The whitepaper highlights an array of recruiting challenges, future trends, and skills in demand for cybersecurity roles. It also presents insights from Talent’s Account Management team and anonymous contributions from professionals in the field across Australia and New Zealand (ANZ), and the US.
Key findings from the report indicate a significant demand for cybersecurity talent due to recent high-profile cyber incidents. Research reveals that 60% of global IT and cybersecurity leaders find difficulties hiring qualified candidates. Positions for seniors and specialists, such as Cyber Architect and Cyber Consultant professionals, are also sparse in the market. At the same time, candidate salary expectations are high, even when the applicants lack relevant experience or qualifications.
The skills most in demand according to the whitepaper include Cloud computing security, Offensive security, Security operations, and Artificial intelligence. Furthermore, the report also includes predictions for 2024 and onwards, warning that regulation will increase, AI will introduce new risks, digital fraud will rise, and employee training will become a higher priority.

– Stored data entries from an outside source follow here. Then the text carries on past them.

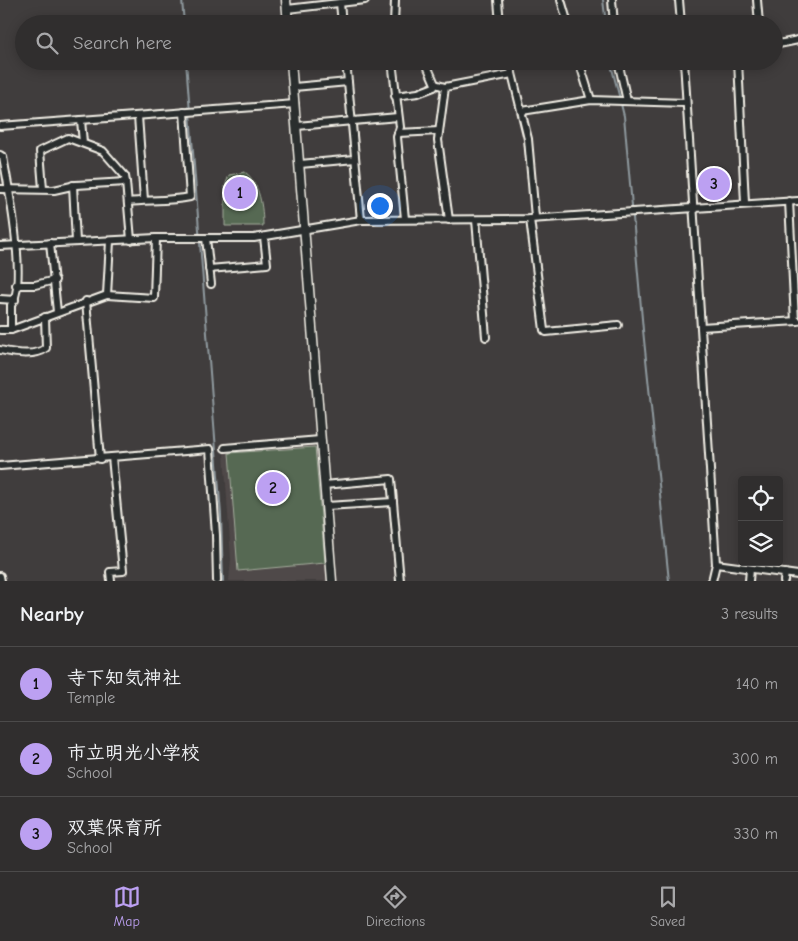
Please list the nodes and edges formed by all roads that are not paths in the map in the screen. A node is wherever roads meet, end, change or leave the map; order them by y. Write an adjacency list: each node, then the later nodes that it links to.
1 (286, 0): 10 (street)
2 (365, 0): 9 (street)
3 (395, 0): 13 (street)
4 (498, 0): 14 (street)
5 (561, 0): 15 (street)
6 (612, 0): 16 (street)
7 (679, 0): 17 (street)
8 (757, 0): 18 (street)
9 (340, 3): 10 (street); 12 (street)
10 (286, 9): 11 (street)
11 (287, 15)
12 (341, 15)
13 (394, 15)
14 (499, 15)
15 (565, 15)
16 (613, 15)
17 (680, 15)
18 (758, 15)
19 (798, 40): 20 (street)
20 (783, 43)
21 (292, 70): 33 (street)
22 (347, 70): 31 (street)
23 (393, 70): 35 (street)
24 (429, 70): 32 (street)
25 (511, 70): 30 (street)
26 (582, 70): 36 (street)
27 (619, 70): 37 (street)
28 (684, 70): 38 (street)
29 (738, 70): 63 (street)
30 (512, 74): 34 (street); 40 (street)
31 (348, 82): 33 (street); 45 (street)
32 (436, 84): 34 (street); 35 (street)
33 (294, 87): 39 (street)
34 (445, 87): 48 (street)
35 (395, 96): 43 (street)
36 (591, 100): 37 (street); 40 (street)
37 (622, 101): 38 (street)
38 (686, 103): 64 (street)
39 (295, 104): 41 (street); 47 (street)
40 (522, 111): 65 (street)
41 (188, 112): 42 (street); 59 (street)
42 (138, 116): 44 (street); 59 (street)
43 (398, 117): 45 (street); 49 (street)
44 (81, 120): 46 (street); 50 (street)
45 (352, 120): 47 (street); 52 (street)
46 (0, 126)
47 (297, 126): 53 (street)
48 (438, 131): 49 (street); 68 (street)
49 (398, 133): 67 (street)
50 (83, 143): 54 (street); 58 (street)
51 (0, 154): 57 (street)
52 (356, 159): 53 (street); 66 (street)
53 (300, 164): 70 (street)
54 (126, 182): 55 (street); 62 (street)
55 (73, 186): 58 (street); 76 (street)
56 (0, 189): 57 (street)
57 (9, 189): 58 (street); 78 (street)
58 (43, 189)
59 (144, 200): 62 (street)
60 (798, 200): 61 (street)
61 (789, 201): 63 (street); 90 (street)
62 (128, 202): 75 (street)
63 (745, 203): 64 (street)
64 (694, 208): 65 (street); 92 (street)
65 (532, 218): 69 (street); 91 (street)
66 (361, 220): 67 (street); 70 (street)
67 (405, 220): 68 (street)
68 (449, 220): 69 (street)
69 (476, 220): 95 (street)
70 (304, 228): 71 (street); 97 (street)
71 (264, 237): 73 (street); 80 (street)
72 (156, 238): 73 (street); 75 (street); 84 (street)
73 (206, 238): 80 (street)
74 (110, 240): 75 (street); 76 (street); 84 (street)
75 (131, 240)
76 (76, 242): 77 (street)
77 (50, 243): 78 (street); 81 (street)
78 (16, 244): 79 (street); 83 (street)
79 (0, 246)
80 (209, 269): 82 (street)
81 (55, 280): 83 (street); 88 (street)
82 (211, 284)
83 (16, 285): 86 (street)
84 (107, 295): 87 (street)
85 (0, 298): 86 (street)
86 (15, 300): 94 (street)
87 (86, 301): 88 (street); 100 (street)
88 (58, 312): 89 (street)
89 (45, 317): 94 (street); 96 (street)
90 (797, 321): 92 (street)
91 (618, 325)
92 (701, 327): 105 (street)
93 (0, 330): 94 (street)
94 (11, 330)
95 (486, 337)
96 (0, 350)
97 (320, 440): 98 (street); 102 (street)
98 (225, 448)
99 (112, 457): 100 (street); 111 (street); 112 (street)
100 (100, 458): 101 (street)
101 (0, 466)
102 (324, 485): 103 (street); 104 (street)
103 (393, 502): 104 (street); 114 (street)
104 (326, 506): 113 (street)
105 (716, 564): 106 (street); 115 (street)
106 (750, 569): 107 (street); 116 (street)
107 (785, 573): 108 (street); 117 (street)
108 (798, 575)
109 (0, 576): 110 (street)
110 (0, 581)
111 (111, 581)
112 (217, 581)
113 (332, 581)
114 (400, 581)
115 (712, 581)
116 (749, 581)
117 (784, 581)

An anonymous contributor to the whitepaper pointed out, "Currently I lead a team of level 1 and 2 security analysts and over the past 6-9 months I’ve had to hire. What I’ve found is that those entering the market with little to no experience are commanding more in terms of salary. This is putting pressure on the profitability and competitiveness of the services we deliver.”

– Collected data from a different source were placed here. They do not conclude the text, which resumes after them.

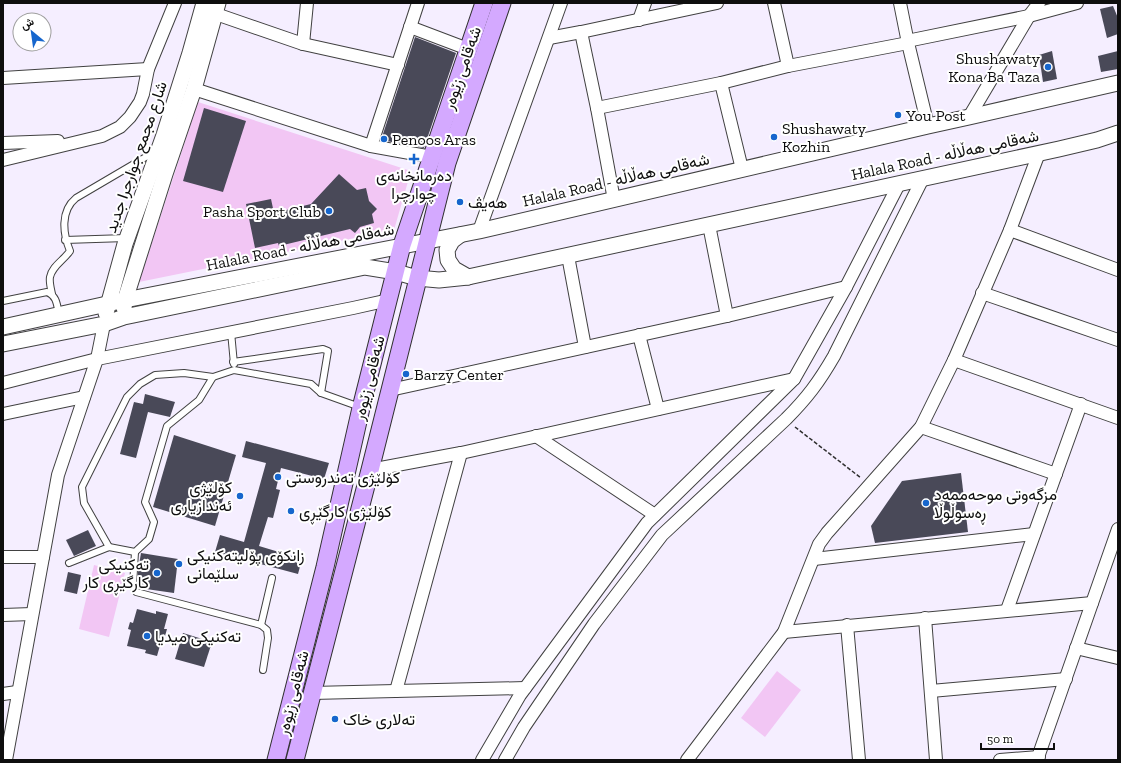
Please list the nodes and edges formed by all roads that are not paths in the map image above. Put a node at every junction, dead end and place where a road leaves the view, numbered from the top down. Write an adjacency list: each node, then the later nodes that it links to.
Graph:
1 (175, 3): 25 (street)
2 (204, 3): 37 (street, شارع مجمع جوارجرا جديد)
3 (308, 3): 21 (street)
4 (418, 3): 17 (street)
5 (484, 3): 22 (main road, شەقامی زێوەر)
6 (502, 3): 51 (main road, شەقامی زێوەر)
7 (561, 3): 19 (street)
8 (645, 3): 16 (street)
9 (717, 3): 16 (street)
10 (774, 3): 24 (street)
11 (900, 3): 20 (street)
12 (1039, 3): 15 (street)
13 (1077, 3): 15 (street)
14 (217, 8): 21 (street); 29 (street, شارع مجمع جوارجرا جديد)
15 (1029, 16): 20 (street); 31 (street)
16 (640, 20): 18 (street)
17 (410, 27): 22 (street); 23 (street)
18 (581, 32): 19 (street); 30 (street)
19 (549, 38): 47 (street)
20 (908, 42): 24 (street); 32 (street)
21 (303, 44): 23 (street)
22 (468, 49): 39 (main road, شەقامی زێوەر)
23 (398, 65): 36 (street)
24 (788, 66): 27 (street)
25 (148, 69): 26 (street); 34 (street)
26 (3, 78)
27 (722, 83): 30 (street); 41 (street)
28 (1118, 83): 31 (street, Halala Road - شەقامی هەڵاڵە)
29 (194, 89): 36 (street); 61 (street, شارع مجمع جوارجرا جديد)
30 (597, 108): 44 (street)
31 (969, 117): 32 (street, Halala Road - شەقامی هەڵاڵە)
32 (928, 126): 41 (street, Halala Road - شەقامی هەڵاڵە)
33 (1118, 133): 38 (street, Halala Road - شەقامی هەڵاڵە)
34 (83, 140): 35 (street); 40 (street)
35 (3, 143)
36 (371, 146): 39 (street)
37 (158, 150): 49 (street, شارع مجمع جوارجرا جديد); 50 (lane)
38 (1039, 153): 42 (street, Halala Road - شەقامی هەڵاڵە); 46 (street)
39 (432, 158): 52 (main road, شەقامی زێوەر)
40 (3, 160)
41 (742, 169): 44 (street, Halala Road - شەقامی هەڵاڵە)
42 (923, 178): 43 (street, Halala Road - شەقامی هەڵاڵە); 111 (street)
43 (899, 184): 45 (street, Halala Road - شەقامی هەڵاڵە); 58 (street)
44 (614, 200): 47 (street, Halala Road - شەقامی هەڵاڵە)
45 (709, 225): 53 (street, Halala Road - شەقامی هەڵاڵە); 66 (street)
46 (1010, 230): 54 (street); 59 (street)
47 (480, 231): 48 (street, Halala Road - شەقامی هەڵاڵە)
48 (460, 235): 51 (street, Halala Road - شەقامی هەڵاڵە); 56 (street)
49 (127, 238): 50 (lane); 64 (street, شارع مجمع جوارجرا جديد)
50 (65, 240): 60 (lane)
51 (427, 240): 52 (street, Halala Road - شەقامی هەڵاڵە); 57 (main road, شەقامی زێوەر)
52 (402, 245): 55 (main road, شەقامی زێوەر); 61 (street, Halala Road - شەقامی هەڵاڵە)
53 (568, 256): 56 (street, Halala Road - شەقامی هەڵاڵە); 74 (street)
54 (1118, 270)
55 (396, 272): 57 (street, Halala Road - شەقامی هەڵاڵە); 62 (main road, شەقامی زێوەر); 67 (street, Halala Road - شەقامی هەڵاڵە)
56 (468, 277): 57 (street, Halala Road - شەقامی هەڵاڵە)
57 (417, 278): 82 (main road, شەقامی زێوەر)
58 (846, 287): 66 (street); 80 (street)
59 (982, 293): 72 (street); 76 (street)
60 (52, 294): 63 (lane); 65 (lane)
61 (125, 300): 64 (street, Halala Road - شەقامی هەڵاڵە); 67 (street, شارع مجمع جوارجرا جديد)
62 (390, 300): 70 (street); 86 (main road, شەقامی زێوەر)
63 (3, 301)
64 (107, 304): 65 (street, Halala Road - شەقامی هەڵاڵە); 68 (street, شارع مجمع جوارجرا جديد)
65 (59, 315): 69 (street, Halala Road - شەقامی هەڵاڵە)
66 (727, 316): 71 (street)
67 (124, 317): 68 (street, Halala Road - شەقامی هەڵاڵە)
68 (104, 324): 73 (street, Halala Road - شەقامی هەڵاڵە); 75 (street)
69 (3, 327)
70 (231, 332): 75 (street); 77 (lane)
71 (639, 335): 74 (street); 87 (street)
72 (1118, 340)
73 (3, 344)
74 (585, 347): 82 (street)
75 (97, 359): 81 (street); 84 (street)
76 (954, 360): 85 (street); 90 (street)
77 (233, 362): 78 (lane); 83 (lane)
78 (234, 370): 79 (lane); 83 (lane)
79 (213, 377): 98 (lane); 99 (lane)
80 (794, 379): 87 (street); 95 (street)
81 (3, 383)
82 (390, 390): 93 (main road, شەقامی زێوەر)
83 (321, 393): 86 (lane)
84 (84, 397): 88 (street); 100 (street)
85 (1080, 404): 89 (street); 94 (street)
86 (361, 408): 127 (main road, شەقامی زێوەر)
87 (658, 409): 91 (street)
88 (3, 414)
89 (1118, 418)
90 (921, 427): 94 (street); 102 (street)
91 (536, 436): 92 (street); 95 (street)
92 (461, 453): 93 (street); 120 (street)
93 (370, 470): 123 (main road, شەقامی زێوەر)
94 (1056, 474): 97 (street)
95 (655, 515): 107 (street)
96 (1118, 530): 105 (street)
97 (1034, 534): 102 (street); 106 (street)
98 (109, 547): 99 (lane); 103 (lane)
99 (134, 552): 112 (lane)
100 (43, 557): 101 (street); 108 (street)
101 (3, 558)
102 (814, 559): 114 (street)
103 (69, 563)
104 (272, 578): 112 (lane)
105 (1092, 603): 106 (street); 115 (street)
106 (1007, 610): 110 (street)
107 (581, 612): 111 (street); 119 (street)
108 (32, 614): 109 (street); 122 (street)
109 (3, 616)
110 (925, 618): 113 (street); 121 (street)
111 (594, 624): 130 (street)
112 (261, 625): 117 (lane)
113 (847, 625): 114 (street); 132 (street)
114 (784, 632): 131 (street)
115 (1076, 648): 116 (street); 118 (street)
116 (1118, 658)
117 (263, 670)
118 (1066, 679): 121 (street); 125 (street)
119 (525, 688): 120 (street); 129 (street)
120 (396, 691): 123 (street)
121 (931, 691): 133 (street)
122 (17, 692): 124 (street); 126 (street)
123 (312, 693): 128 (main road, شەقامی زێوەر)
124 (3, 694)
125 (1038, 758): 134 (street)
126 (6, 760)
127 (276, 760)
128 (295, 760)
129 (482, 760)
130 (505, 760)
131 (687, 760)
132 (859, 760)
133 (936, 760)
134 (1000, 760)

Furthermore, Michael Megally, Avec General Manager, emphasised the need for greater training, saying, "Cybersecurity can't all be left up to your IT team. You can build the biggest cyber defence in the background, but your people are your biggest vulnerability. Training your people is the biggest defence you can have for cybersecurity."
According to Elliott Howard, Sydney cybersecurity recruitment expert, large consultancy firms and banks starting cyber graduate programs have raised salary expectations. He explained that while such programs have increased the pool of candidates, they have also led to higher salary requests from applicants with only a couple of years of industry experience. These elevated costs have challenged larger companies with strict salary bandings, leaving them unable to fill roles and prolonging their recruitment times.